Problem requirements:
Please show all lines of the records that include "extra".

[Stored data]
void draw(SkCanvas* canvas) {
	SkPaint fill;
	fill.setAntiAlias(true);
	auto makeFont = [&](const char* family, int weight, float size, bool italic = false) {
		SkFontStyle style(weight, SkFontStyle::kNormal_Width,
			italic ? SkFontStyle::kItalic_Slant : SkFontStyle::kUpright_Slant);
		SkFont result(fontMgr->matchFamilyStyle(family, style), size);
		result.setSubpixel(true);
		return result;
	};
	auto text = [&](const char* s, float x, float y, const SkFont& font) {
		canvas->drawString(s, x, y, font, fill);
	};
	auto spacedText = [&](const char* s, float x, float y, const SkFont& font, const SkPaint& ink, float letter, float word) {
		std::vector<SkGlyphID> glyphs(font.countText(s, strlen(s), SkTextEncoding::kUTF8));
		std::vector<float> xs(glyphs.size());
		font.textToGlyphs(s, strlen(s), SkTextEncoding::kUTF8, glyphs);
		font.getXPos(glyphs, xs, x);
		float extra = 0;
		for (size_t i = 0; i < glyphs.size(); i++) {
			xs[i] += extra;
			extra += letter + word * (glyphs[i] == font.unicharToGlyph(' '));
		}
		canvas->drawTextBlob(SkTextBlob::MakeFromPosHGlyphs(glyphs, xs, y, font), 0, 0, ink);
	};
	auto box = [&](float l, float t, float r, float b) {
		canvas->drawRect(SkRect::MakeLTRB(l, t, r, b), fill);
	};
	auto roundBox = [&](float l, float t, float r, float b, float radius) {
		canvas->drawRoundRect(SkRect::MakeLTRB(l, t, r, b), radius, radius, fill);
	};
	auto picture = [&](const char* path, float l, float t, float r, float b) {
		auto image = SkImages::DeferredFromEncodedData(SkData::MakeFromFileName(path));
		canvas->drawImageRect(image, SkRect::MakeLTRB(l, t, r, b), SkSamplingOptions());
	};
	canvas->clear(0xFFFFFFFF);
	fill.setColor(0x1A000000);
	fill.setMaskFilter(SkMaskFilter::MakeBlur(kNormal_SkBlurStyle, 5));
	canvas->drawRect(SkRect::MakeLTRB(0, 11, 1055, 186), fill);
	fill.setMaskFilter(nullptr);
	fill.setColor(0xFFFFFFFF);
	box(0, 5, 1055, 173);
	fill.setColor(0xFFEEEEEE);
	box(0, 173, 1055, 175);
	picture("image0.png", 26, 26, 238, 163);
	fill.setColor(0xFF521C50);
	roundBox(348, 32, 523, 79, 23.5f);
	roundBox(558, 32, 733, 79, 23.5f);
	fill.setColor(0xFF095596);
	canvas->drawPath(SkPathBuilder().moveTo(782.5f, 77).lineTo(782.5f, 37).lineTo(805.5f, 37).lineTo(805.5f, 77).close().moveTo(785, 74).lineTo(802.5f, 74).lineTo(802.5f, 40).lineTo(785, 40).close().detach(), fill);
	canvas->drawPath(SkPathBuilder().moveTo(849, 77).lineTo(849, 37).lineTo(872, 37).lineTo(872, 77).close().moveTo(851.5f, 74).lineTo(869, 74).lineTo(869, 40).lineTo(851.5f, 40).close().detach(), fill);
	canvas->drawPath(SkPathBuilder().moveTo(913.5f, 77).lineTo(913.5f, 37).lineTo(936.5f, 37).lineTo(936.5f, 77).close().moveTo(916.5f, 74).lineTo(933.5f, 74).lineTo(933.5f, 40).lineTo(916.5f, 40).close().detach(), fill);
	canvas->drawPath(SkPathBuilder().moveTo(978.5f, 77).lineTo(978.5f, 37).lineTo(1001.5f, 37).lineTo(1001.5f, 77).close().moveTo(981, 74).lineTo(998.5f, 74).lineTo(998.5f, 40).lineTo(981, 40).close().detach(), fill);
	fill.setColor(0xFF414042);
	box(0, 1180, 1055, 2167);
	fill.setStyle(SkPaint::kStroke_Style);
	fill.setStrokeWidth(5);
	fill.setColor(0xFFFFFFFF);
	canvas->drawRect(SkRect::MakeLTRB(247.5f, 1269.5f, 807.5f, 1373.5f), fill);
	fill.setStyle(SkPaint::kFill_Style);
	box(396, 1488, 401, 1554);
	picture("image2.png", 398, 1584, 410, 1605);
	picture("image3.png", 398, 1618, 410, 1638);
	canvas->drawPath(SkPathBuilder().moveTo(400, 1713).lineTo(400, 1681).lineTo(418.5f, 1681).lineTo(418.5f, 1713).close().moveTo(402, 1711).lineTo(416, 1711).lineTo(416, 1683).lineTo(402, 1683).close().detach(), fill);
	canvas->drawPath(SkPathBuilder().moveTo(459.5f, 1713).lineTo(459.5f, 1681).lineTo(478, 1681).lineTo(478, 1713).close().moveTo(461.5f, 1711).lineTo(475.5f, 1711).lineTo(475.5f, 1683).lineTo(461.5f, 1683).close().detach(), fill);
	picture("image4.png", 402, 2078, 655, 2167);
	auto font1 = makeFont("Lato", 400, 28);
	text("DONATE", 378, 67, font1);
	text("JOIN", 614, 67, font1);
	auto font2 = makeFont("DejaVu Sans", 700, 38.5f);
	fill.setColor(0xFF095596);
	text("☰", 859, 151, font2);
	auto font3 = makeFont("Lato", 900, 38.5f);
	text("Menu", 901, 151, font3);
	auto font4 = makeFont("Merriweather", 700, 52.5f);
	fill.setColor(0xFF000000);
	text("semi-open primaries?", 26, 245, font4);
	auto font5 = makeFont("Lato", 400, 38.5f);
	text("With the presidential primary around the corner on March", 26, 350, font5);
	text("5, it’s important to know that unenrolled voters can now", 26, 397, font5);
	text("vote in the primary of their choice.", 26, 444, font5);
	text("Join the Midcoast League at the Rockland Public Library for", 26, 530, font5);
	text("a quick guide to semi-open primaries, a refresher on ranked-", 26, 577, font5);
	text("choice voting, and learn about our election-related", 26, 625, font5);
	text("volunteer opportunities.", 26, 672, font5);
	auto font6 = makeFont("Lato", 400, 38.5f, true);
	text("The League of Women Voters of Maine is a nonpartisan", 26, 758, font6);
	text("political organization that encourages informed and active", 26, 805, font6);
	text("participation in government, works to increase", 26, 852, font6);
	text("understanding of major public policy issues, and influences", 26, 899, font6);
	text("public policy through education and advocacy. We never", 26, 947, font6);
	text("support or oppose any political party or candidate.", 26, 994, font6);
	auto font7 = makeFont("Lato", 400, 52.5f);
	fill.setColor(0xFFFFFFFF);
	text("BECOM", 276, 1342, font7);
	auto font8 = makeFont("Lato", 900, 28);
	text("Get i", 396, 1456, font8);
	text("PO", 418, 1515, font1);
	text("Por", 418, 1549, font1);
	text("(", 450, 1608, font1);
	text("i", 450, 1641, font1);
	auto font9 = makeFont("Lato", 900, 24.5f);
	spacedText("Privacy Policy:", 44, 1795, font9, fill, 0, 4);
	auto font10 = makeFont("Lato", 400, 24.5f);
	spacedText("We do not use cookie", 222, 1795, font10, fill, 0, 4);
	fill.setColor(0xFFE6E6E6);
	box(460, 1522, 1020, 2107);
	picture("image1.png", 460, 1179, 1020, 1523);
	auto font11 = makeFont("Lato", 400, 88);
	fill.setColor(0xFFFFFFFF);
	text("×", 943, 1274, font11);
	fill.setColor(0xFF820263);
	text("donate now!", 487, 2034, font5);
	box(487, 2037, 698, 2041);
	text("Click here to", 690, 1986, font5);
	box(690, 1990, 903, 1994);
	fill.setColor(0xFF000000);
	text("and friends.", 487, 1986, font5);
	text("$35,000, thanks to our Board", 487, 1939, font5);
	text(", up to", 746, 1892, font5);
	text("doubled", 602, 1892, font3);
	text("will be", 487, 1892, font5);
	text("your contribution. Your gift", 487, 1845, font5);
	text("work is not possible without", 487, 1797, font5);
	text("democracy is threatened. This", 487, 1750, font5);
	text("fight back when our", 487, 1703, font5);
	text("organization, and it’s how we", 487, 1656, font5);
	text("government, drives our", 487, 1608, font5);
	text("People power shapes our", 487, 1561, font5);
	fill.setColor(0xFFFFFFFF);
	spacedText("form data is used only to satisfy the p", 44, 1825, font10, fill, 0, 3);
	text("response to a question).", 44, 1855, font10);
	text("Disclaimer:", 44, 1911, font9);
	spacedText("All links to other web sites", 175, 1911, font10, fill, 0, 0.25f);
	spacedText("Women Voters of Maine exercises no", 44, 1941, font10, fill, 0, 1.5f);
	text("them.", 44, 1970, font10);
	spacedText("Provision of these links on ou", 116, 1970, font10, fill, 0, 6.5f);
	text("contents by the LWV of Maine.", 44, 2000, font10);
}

Task solution:
		float extra = 0;
			xs[i] += extra;
			extra += letter + word * (glyphs[i] == font.unicharToGlyph(' '));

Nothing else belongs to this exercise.